Bruce Wilhelm

Personal information
- Born: July 13, 1945 (age 81) Sunnyvale, California
- Occupations: Strongman, Olympic weightlifting, Shot put
- Height: 6 ft 2 in (1.88 m)

Medal record
Men's Weightlifting
Pan American Games
| Silver medal – second place | Mexico City 1975 | + 110 kg |
Strongman
Representing United States
World's Strongest Man
| 1st | 1977 World's Strongest Man |  |
| 1st | 1978 World's Strongest Man |  |

= Bruce Wilhelm =

American strongman (born 1945)

Bruce Wilhelm (born July 13, 1945) is a former weightlifter and strongman from the United States. He is a two-time winner of the World's Strongest Man competition in 1977 and 1978 and the author of numerous strength-related articles and books. He was a member of the executive board of the United States Olympic Committee. He was also on the Athletes Advisory Council for 8 years as well as the Substance and Drug Abuse Committee, the Sports Medicine Committee, and the Games Preparation Committee.

==Athletics==
Wilhelm was a high school track and field star for Fremont High School (Sunnyvale, California), and was the 1963 CIF California State Meet shot put champion as well as runner up in the discus competition. He won the Golden West Invitational high school shot put. He continued his athletic development at Stanford University, competing in shot, discus and wrestling. He was the 1965 AAWU Conference Wrestling Champion and finished the season undefeated with 21 victories. He finished 4th in the 1966 AAU National Freestyle Wrestling and Greco Roman Championships (unlimited weight class).

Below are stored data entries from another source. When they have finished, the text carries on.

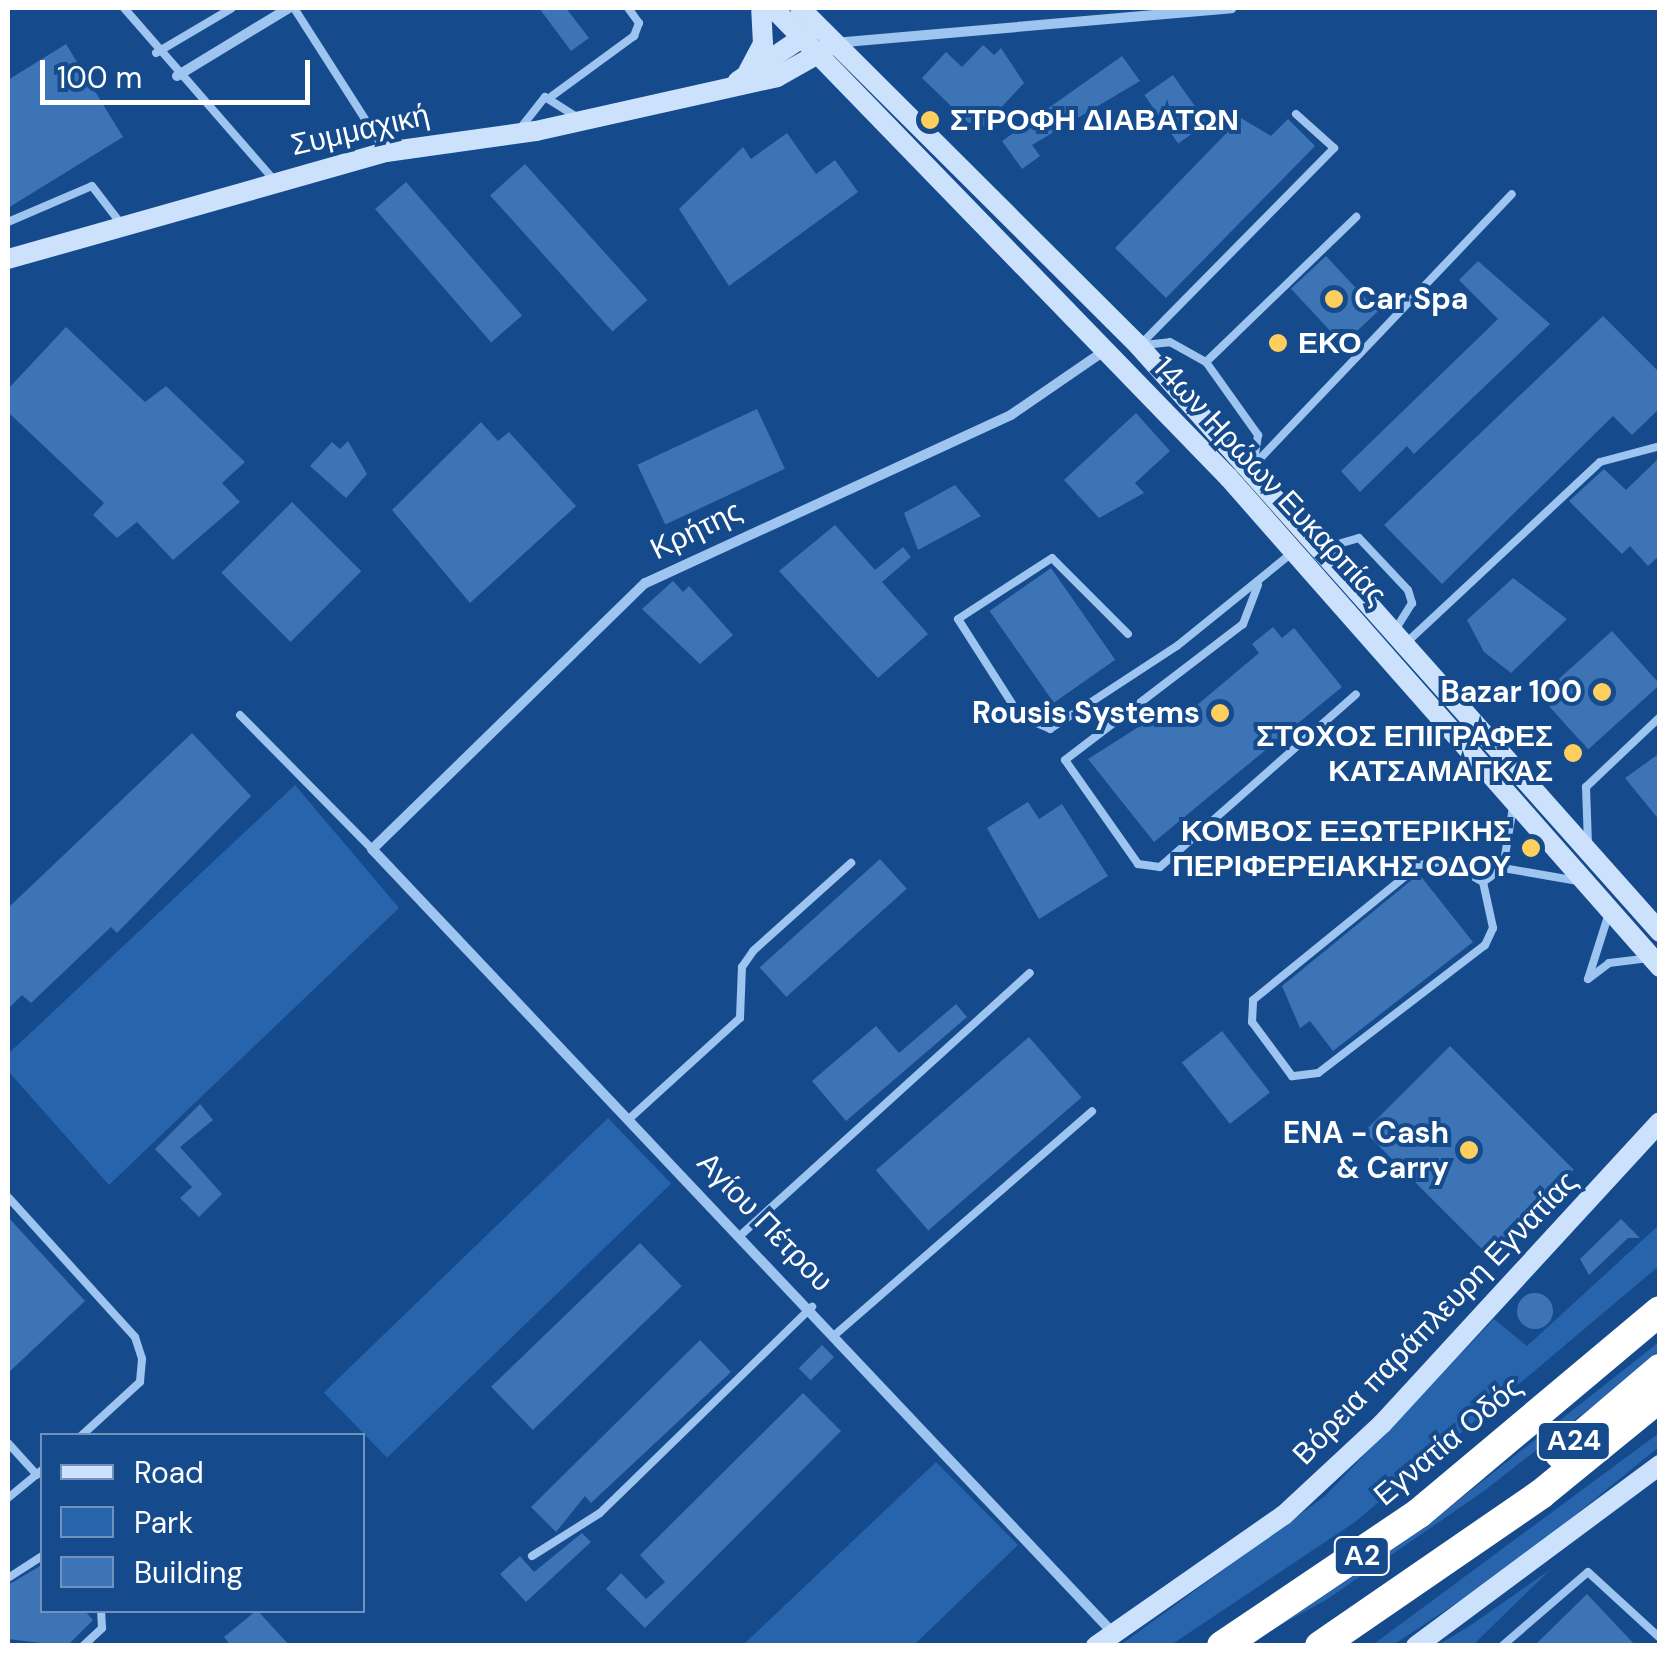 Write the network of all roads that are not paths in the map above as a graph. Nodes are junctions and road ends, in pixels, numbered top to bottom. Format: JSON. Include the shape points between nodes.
{"nodes":[{"id":1,"x":124,"y":8,"type":"edge"},
{"id":2,"x":232,"y":8,"type":"edge"},
{"id":3,"x":292,"y":8,"type":"edge"},
{"id":4,"x":628,"y":8,"type":"edge"},
{"id":5,"x":761,"y":8,"type":"edge"},
{"id":6,"x":772,"y":8,"type":"edge"},
{"id":7,"x":800,"y":8,"type":"edge"},
{"id":8,"x":1231,"y":8,"type":"edge"},
{"id":9,"x":809,"y":32,"type":"junction"},
{"id":10,"x":834,"y":43,"type":"junction"},
{"id":11,"x":156,"y":53,"type":"junction"},
{"id":12,"x":816,"y":56,"type":"junction"},
{"id":13,"x":176,"y":76,"type":"junction"},
{"id":14,"x":736,"y":82,"type":"junction"},
{"id":15,"x":552,"y":96,"type":"junction"},
{"id":16,"x":1296,"y":114,"type":"dead end"},
{"id":17,"x":584,"y":122,"type":"junction"},
{"id":18,"x":516,"y":133,"type":"junction"},
{"id":19,"x":386,"y":152,"type":"junction"},
{"id":20,"x":274,"y":180,"type":"junction"},
{"id":21,"x":1512,"y":194,"type":"dead end"},
{"id":22,"x":1356,"y":216,"type":"dead end"},
{"id":23,"x":8,"y":222,"type":"edge"},
{"id":24,"x":122,"y":225,"type":"junction"},
{"id":25,"x":8,"y":259,"type":"edge"},
{"id":26,"x":1138,"y":346,"type":"junction"},
{"id":27,"x":1107,"y":350,"type":"junction"},
{"id":28,"x":1206,"y":362,"type":"junction"},
{"id":29,"x":1660,"y":446,"type":"edge"},
{"id":30,"x":1251,"y":468,"type":"junction"},
{"id":31,"x":1322,"y":548,"type":"junction"},
{"id":32,"x":1294,"y":550,"type":"junction"},
{"id":33,"x":1258,"y":585,"type":"junction"},
{"id":34,"x":1128,"y":634,"type":"dead end"},
{"id":35,"x":1401,"y":636,"type":"junction"},
{"id":36,"x":1356,"y":694,"type":"dead end"},
{"id":37,"x":240,"y":714,"type":"dead end"},
{"id":38,"x":1660,"y":717,"type":"edge"},
{"id":39,"x":1516,"y":798,"type":"junction"},
{"id":40,"x":372,"y":849,"type":"junction"},
{"id":41,"x":1588,"y":849,"type":"junction"},
{"id":42,"x":852,"y":863,"type":"dead end"},
{"id":43,"x":1503,"y":868,"type":"junction"},
{"id":44,"x":1483,"y":882,"type":"junction"},
{"id":45,"x":1587,"y":882,"type":"junction"},
{"id":46,"x":1610,"y":908,"type":"junction"},
{"id":47,"x":1660,"y":932,"type":"edge"},
{"id":48,"x":1656,"y":962,"type":"edge"},
{"id":49,"x":1030,"y":973,"type":"dead end"},
{"id":50,"x":1092,"y":1112,"type":"dead end"},
{"id":51,"x":629,"y":1119,"type":"junction"},
{"id":52,"x":1660,"y":1122,"type":"edge"},
{"id":53,"x":8,"y":1197,"type":"edge"},
{"id":54,"x":743,"y":1233,"type":"junction"},
{"id":55,"x":812,"y":1307,"type":"junction"},
{"id":56,"x":1660,"y":1311,"type":"edge"},
{"id":57,"x":837,"y":1332,"type":"junction"},
{"id":58,"x":1660,"y":1369,"type":"edge"},
{"id":59,"x":1660,"y":1397,"type":"edge"},
{"id":60,"x":83,"y":1433,"type":"edge"},
{"id":61,"x":8,"y":1443,"type":"edge"},
{"id":62,"x":1660,"y":1465,"type":"edge"},
{"id":63,"x":40,"y":1472,"type":"edge"},
{"id":64,"x":8,"y":1498,"type":"edge"},
{"id":65,"x":1494,"y":1520,"type":"junction"},
{"id":66,"x":532,"y":1556,"type":"dead end"},
{"id":67,"x":40,"y":1557,"type":"edge"},
{"id":68,"x":8,"y":1578,"type":"edge"},
{"id":69,"x":101,"y":1613,"type":"edge"},
{"id":70,"x":1115,"y":1634,"type":"junction"},
{"id":71,"x":1660,"y":1638,"type":"edge"},
{"id":72,"x":82,"y":1646,"type":"edge"},
{"id":73,"x":1096,"y":1646,"type":"edge"},
{"id":74,"x":1222,"y":1646,"type":"edge"},
{"id":75,"x":1320,"y":1646,"type":"edge"},
{"id":76,"x":1416,"y":1646,"type":"edge"},
{"id":77,"x":1502,"y":1646,"type":"edge"}],
"edges":[{"from":1,"to":11,"type":"lane"},
{"from":2,"to":11,"type":"lane"},
{"from":3,"to":13,"type":"street"},
{"from":3,"to":19,"type":"lane"},
{"from":4,"to":15,"type":"lane","via":[[639,23],[634,36]]},
{"from":5,"to":14,"type":"main road","via":[[762,44]]},
{"from":6,"to":9,"type":"main road"},
{"from":7,"to":9,"type":"main road"},
{"from":8,"to":10,"type":"street"},
{"from":9,"to":10,"type":"main road","name":"14ων Ηρώων Ευκαρπίας"},
{"from":9,"to":12,"type":"main road","name":"14ων Ηρώων Ευκαρπίας"},
{"from":9,"to":14,"type":"main road","name":"Συμμαχική"},
{"from":10,"to":12,"type":"main road","name":"Συμμαχική"},
{"from":10,"to":26,"type":"main road","name":"14ων Ηρώων Ευκαρπίας"},
{"from":11,"to":13,"type":"lane"},
{"from":12,"to":14,"type":"main road","name":"Συμμαχική","via":[[777,77]]},
{"from":12,"to":27,"type":"main road","name":"14ων Ηρώων Ευκαρπίας"},
{"from":13,"to":20,"type":"lane"},
{"from":14,"to":17,"type":"main road","name":"Συμμαχική"},
{"from":15,"to":17,"type":"lane"},
{"from":15,"to":18,"type":"lane"},
{"from":16,"to":26,"type":"lane","via":[[1334,148]]},
{"from":17,"to":18,"type":"main road","name":"Συμμαχική"},
{"from":18,"to":19,"type":"main road","name":"Συμμαχική"},
{"from":19,"to":20,"type":"main road","name":"Συμμαχική"},
{"from":20,"to":24,"type":"main road","name":"Συμμαχική"},
{"from":21,"to":30,"type":"lane"},
{"from":22,"to":28,"type":"lane"},
{"from":23,"to":24,"type":"lane","via":[[89,186]]},
{"from":24,"to":25,"type":"main road","name":"Συμμαχική"},
{"from":26,"to":28,"type":"lane","via":[[1170,342]]},
{"from":26,"to":30,"type":"main road","name":"14ων Ηρώων Ευκαρπίας"},
{"from":27,"to":32,"type":"main road","name":"14ων Ηρώων Ευκαρπίας"},
{"from":27,"to":40,"type":"street","name":"Κρήτης","via":[[1011,415],[645,583]]},
{"from":28,"to":30,"type":"lane","via":[[1258,435]]},
{"from":29,"to":35,"type":"lane","via":[[1600,462]]},
{"from":30,"to":31,"type":"main road","name":"14ων Ηρώων Ευκαρπίας"},
{"from":31,"to":35,"type":"main road","name":"14ων Ηρώων Ευκαρπίας"},
{"from":31,"to":35,"type":"lane","via":[[1359,538],[1408,590],[1412,602]]},
{"from":32,"to":33,"type":"lane"},
{"from":32,"to":39,"type":"main road","name":"14ων Ηρώων Ευκαρπίας"},
{"from":33,"to":34,"type":"lane","via":[[1050,729],[1020,716],[958,619],[1052,558]]},
{"from":33,"to":36,"type":"lane","via":[[1243,624],[1065,760],[1138,864],[1160,867]]},
{"from":35,"to":41,"type":"main road","name":"14ων Ηρώων Ευκαρπίας"},
{"from":37,"to":40,"type":"lane"},
{"from":38,"to":41,"type":"lane","via":[[1586,786]]},
{"from":39,"to":43,"type":"lane"},
{"from":39,"to":45,"type":"main road","name":"14ων Ηρώων Ευκαρπίας"},
{"from":40,"to":51,"type":"street","name":"Αγίου Πέτρου"},
{"from":41,"to":47,"type":"main road","name":"14ων Ηρώων Ευκαρπίας"},
{"from":42,"to":51,"type":"lane","via":[[752,952],[742,968],[740,1018]]},
{"from":43,"to":44,"type":"lane"},
{"from":43,"to":45,"type":"lane"},
{"from":44,"to":44,"type":"lane","via":[[1446,861],[1419,865],[1254,1000],[1252,1022],[1292,1076],[1318,1073],[1486,945],[1493,928]]},
{"from":45,"to":46,"type":"main road","name":"14ων Ηρώων Ευκαρπίας"},
{"from":46,"to":48,"type":"main road","name":"14ων Ηρώων Ευκαρπίας"},
{"from":46,"to":48,"type":"lane","via":[[1588,979],[1609,963]]},
{"from":49,"to":54,"type":"lane"},
{"from":50,"to":57,"type":"lane"},
{"from":51,"to":54,"type":"street","name":"Αγίου Πέτρου"},
{"from":52,"to":70,"type":"main road","name":"Βόρεια παράπλευρη Εγνατίας","via":[[1382,1424],[1284,1515]]},
{"from":53,"to":60,"type":"lane","via":[[138,1348],[140,1382]]},
{"from":54,"to":55,"type":"street","name":"Αγίου Πέτρου"},
{"from":55,"to":57,"type":"street","name":"Αγίου Πέτρου"},
{"from":55,"to":66,"type":"lane","via":[[600,1512]]},
{"from":56,"to":74,"type":"highway","name":"Εγνατία Οδός","number":"Α2","via":[[1419,1513]]},
{"from":57,"to":70,"type":"street","name":"Αγίου Πέτρου"},
{"from":58,"to":65,"type":"highway","number":"Α24"},
{"from":59,"to":65,"type":"highway","number":"Α2","via":[[1541,1494]]},
{"from":61,"to":63,"type":"lane"},
{"from":62,"to":76,"type":"main road"},
{"from":63,"to":64,"type":"lane"},
{"from":65,"to":75,"type":"highway","number":"Α2"},
{"from":67,"to":68,"type":"lane"},
{"from":69,"to":72,"type":"lane","via":[[102,1628]]},
{"from":70,"to":73,"type":"main road","name":"Βόρεια παράπλευρη Εγνατίας"},
{"from":71,"to":77,"type":"lane","via":[[1588,1572]]}]}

After one year at Stanford, Wilhelm transferred to Oklahoma State University, where, in addition to competing in the shot put, he was also a member of the varsity wrestling team.

He placed in the top 10 US Men's Shot rankings for 1967 (9th), 1969 (5th), 1970 (3rd), 1971 (4th), 1972 (8th), and 1973 (3rd). Wilhelm is still is #251 on the all-time world shot put records, with a mark of 20.12m (66'-1/4") set on July 8, 1972, during the Olympic trials.

===Weightlifting===
Wilhelm became a weightlifter, and was the US National AAU Super Heavyweight Weightlifting Champion for both 1975 and 1976. He won a silver medal for the United States at the 1975 Pan-American Games in Mexico City in the +110 kg division, and placed 5th at the 1976 Olympic Games in Montreal, QC, Canada.

===World's Strongest Man===
Wilhelm won the inaugural World's Strongest Man competition in 1977, and returned to win again in 1978. He then spent several years helping to organize and officiate further contests.